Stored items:

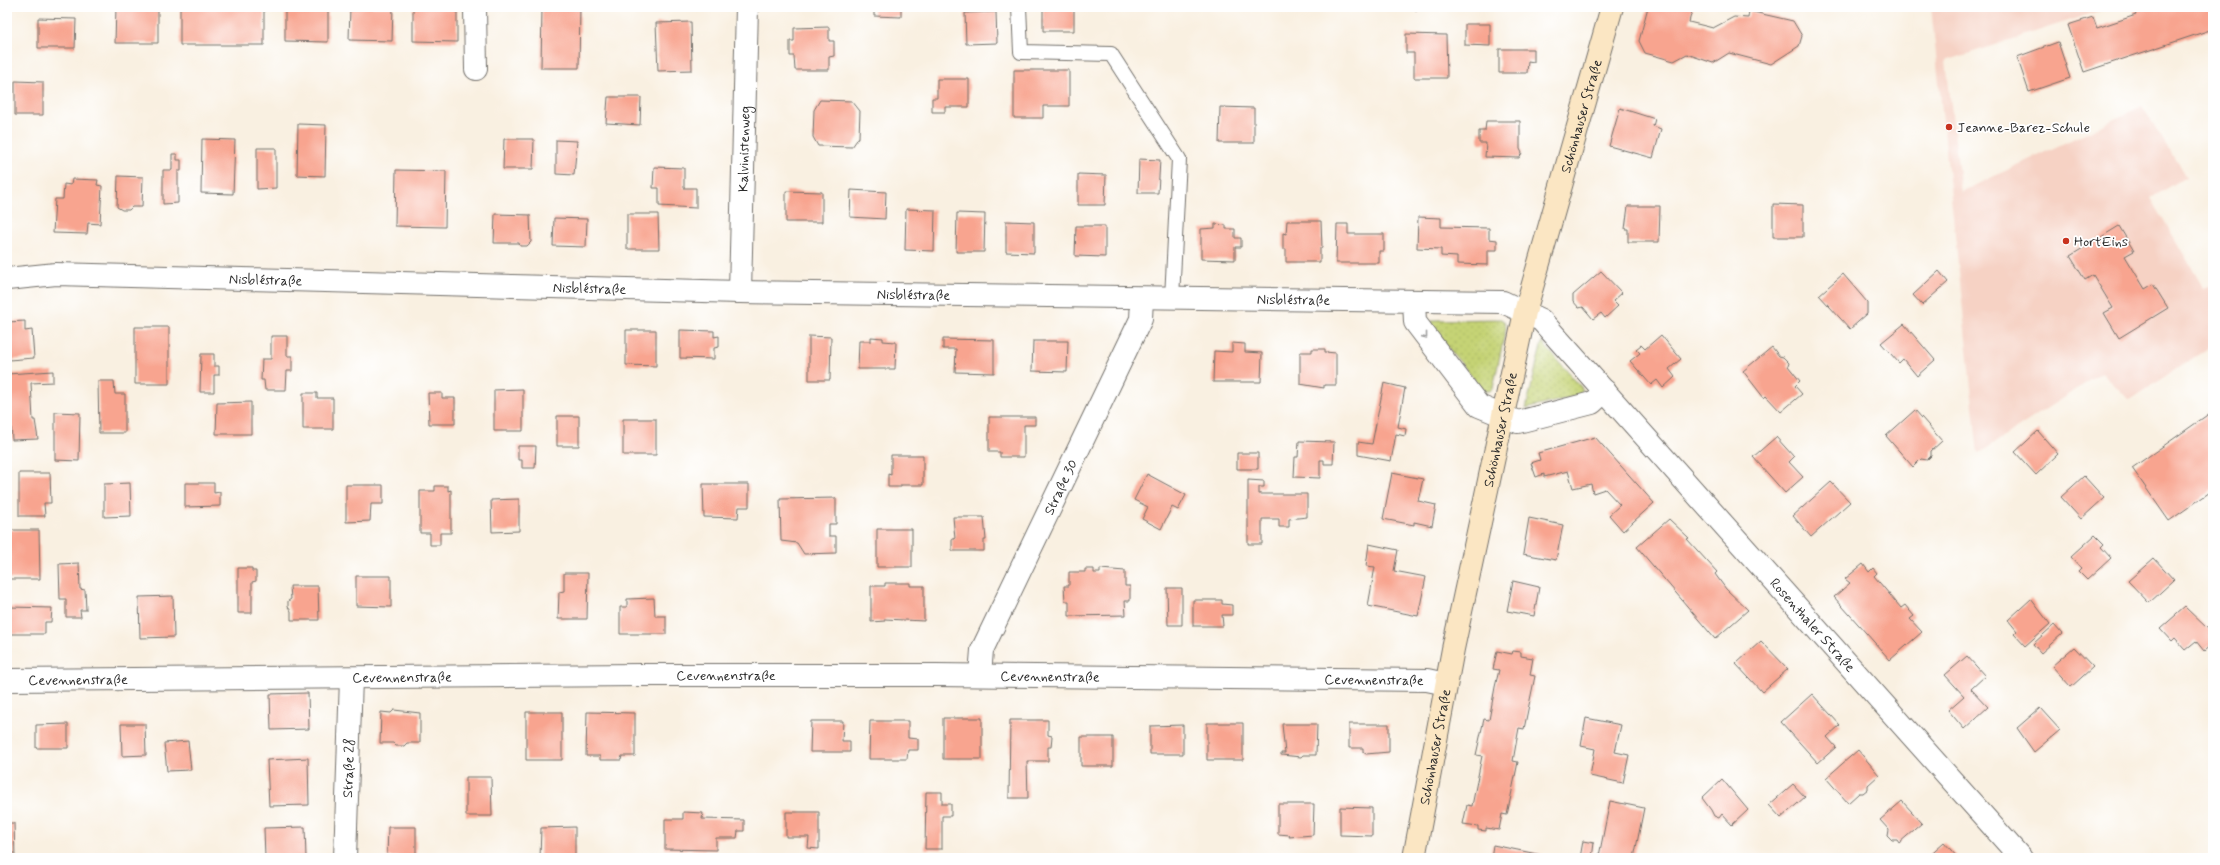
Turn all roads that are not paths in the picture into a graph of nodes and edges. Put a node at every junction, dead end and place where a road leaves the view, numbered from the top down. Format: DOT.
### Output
graph roads {
  1 [pos="475,7"];
  2 [pos="747,7"];
  3 [pos="1019,7"];
  4 [pos="1612,7"];
  5 [pos="476,69"];
  6 [pos="7,279"];
  7 [pos="740,292"];
  8 [pos="1172,298"];
  9 [pos="1142,299"];
  10 [pos="1414,301"];
  11 [pos="1525,312"];
  12 [pos="1605,391"];
  13 [pos="1501,416"];
  14 [pos="980,676"];
  15 [pos="351,678"];
  16 [pos="7,680"];
  17 [pos="1446,684"];
  18 [pos="345,858"];
  19 [pos="1414,858"];
  20 [pos="2021,858"];
  1 -- 5 [label="street"];
  2 -- 7 [label="street, Kalvinistenweg"];
  3 -- 8 [label="lane"];
  4 -- 11 [label="street, Schönhauser Straße"];
  6 -- 7 [label="street, Nisbléstraße"];
  7 -- 9 [label="street, Nisbléstraße"];
  8 -- 9 [label="street, Nisbléstraße"];
  8 -- 10 [label="street, Nisbléstraße"];
  9 -- 14 [label="street, Straße 30"];
  10 -- 11 [label="street, Nisbléstraße"];
  10 -- 13 [label="street, one-way"];
  11 -- 12 [label="street, Rosenthaler Straße"];
  11 -- 13 [label="street, Schönhauser Straße"];
  12 -- 13 [label="street"];
  12 -- 20 [label="street, Rosenthaler Straße"];
  13 -- 17 [label="street, Schönhauser Straße"];
  14 -- 15 [label="street, Cevennenstraße"];
  14 -- 17 [label="street, Cevennenstraße"];
  15 -- 16 [label="street, Cevennenstraße"];
  15 -- 18 [label="street, Straße 28"];
  17 -- 19 [label="street, Schönhauser Straße"];
}
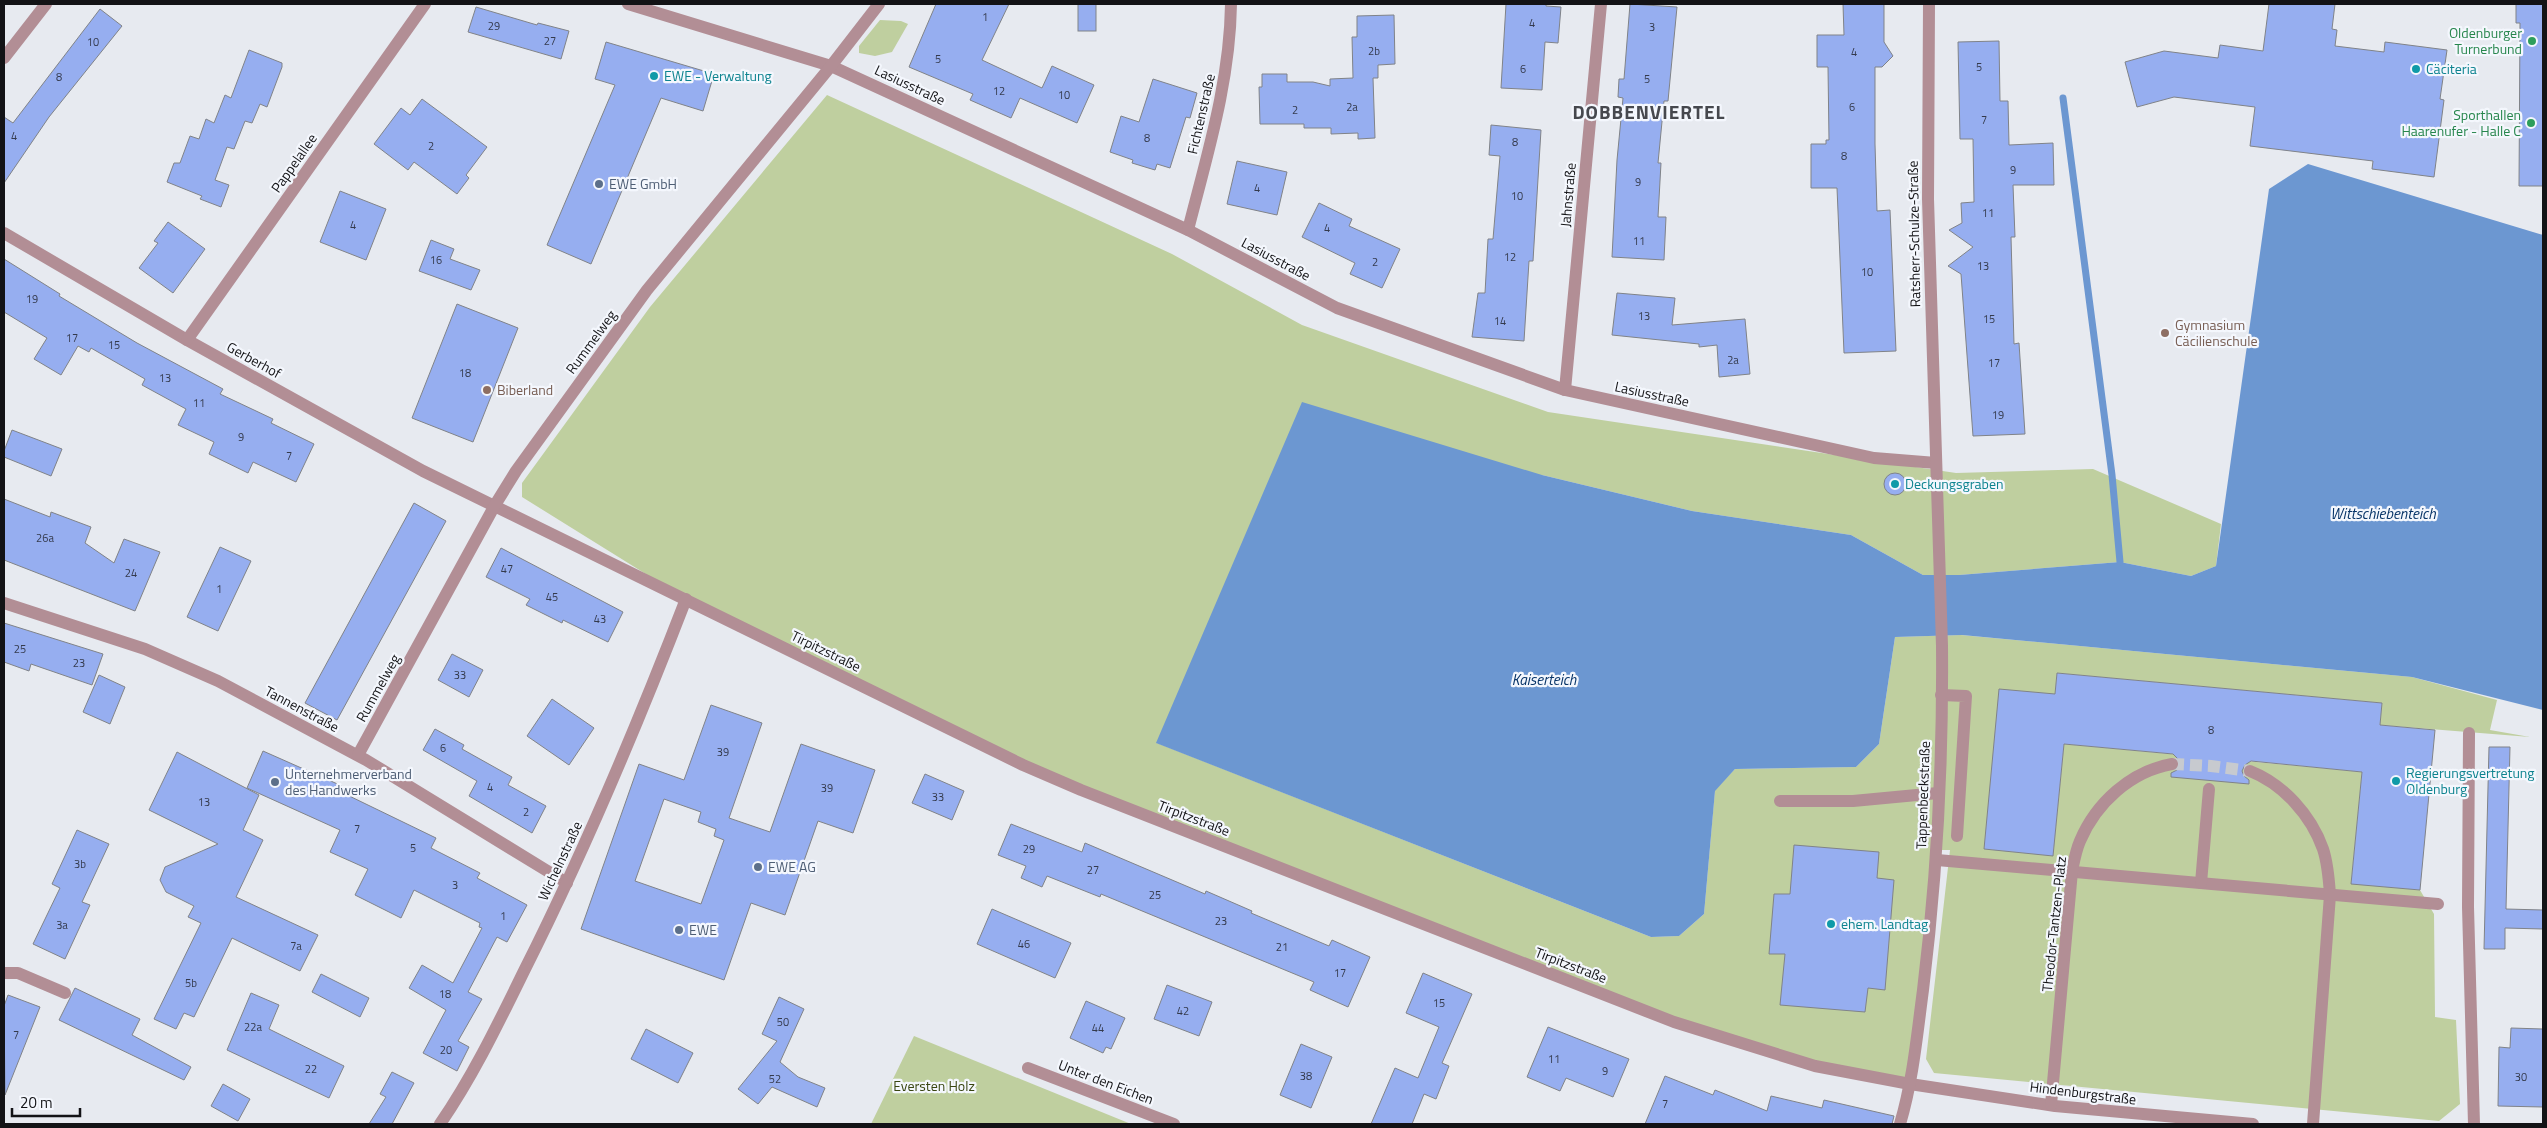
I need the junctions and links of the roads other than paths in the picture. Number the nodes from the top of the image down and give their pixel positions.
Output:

[WHAT THIS TASK INVOLVES]: Exactly reproduce the lines from the one containing "I need the junctions" through the end of the records, and only those lines.

[RESPONSE AREA]:
I need the junctions and links of the roads other than paths in the picture. Number the nodes from the top of the image down and give their pixel positions.
Output:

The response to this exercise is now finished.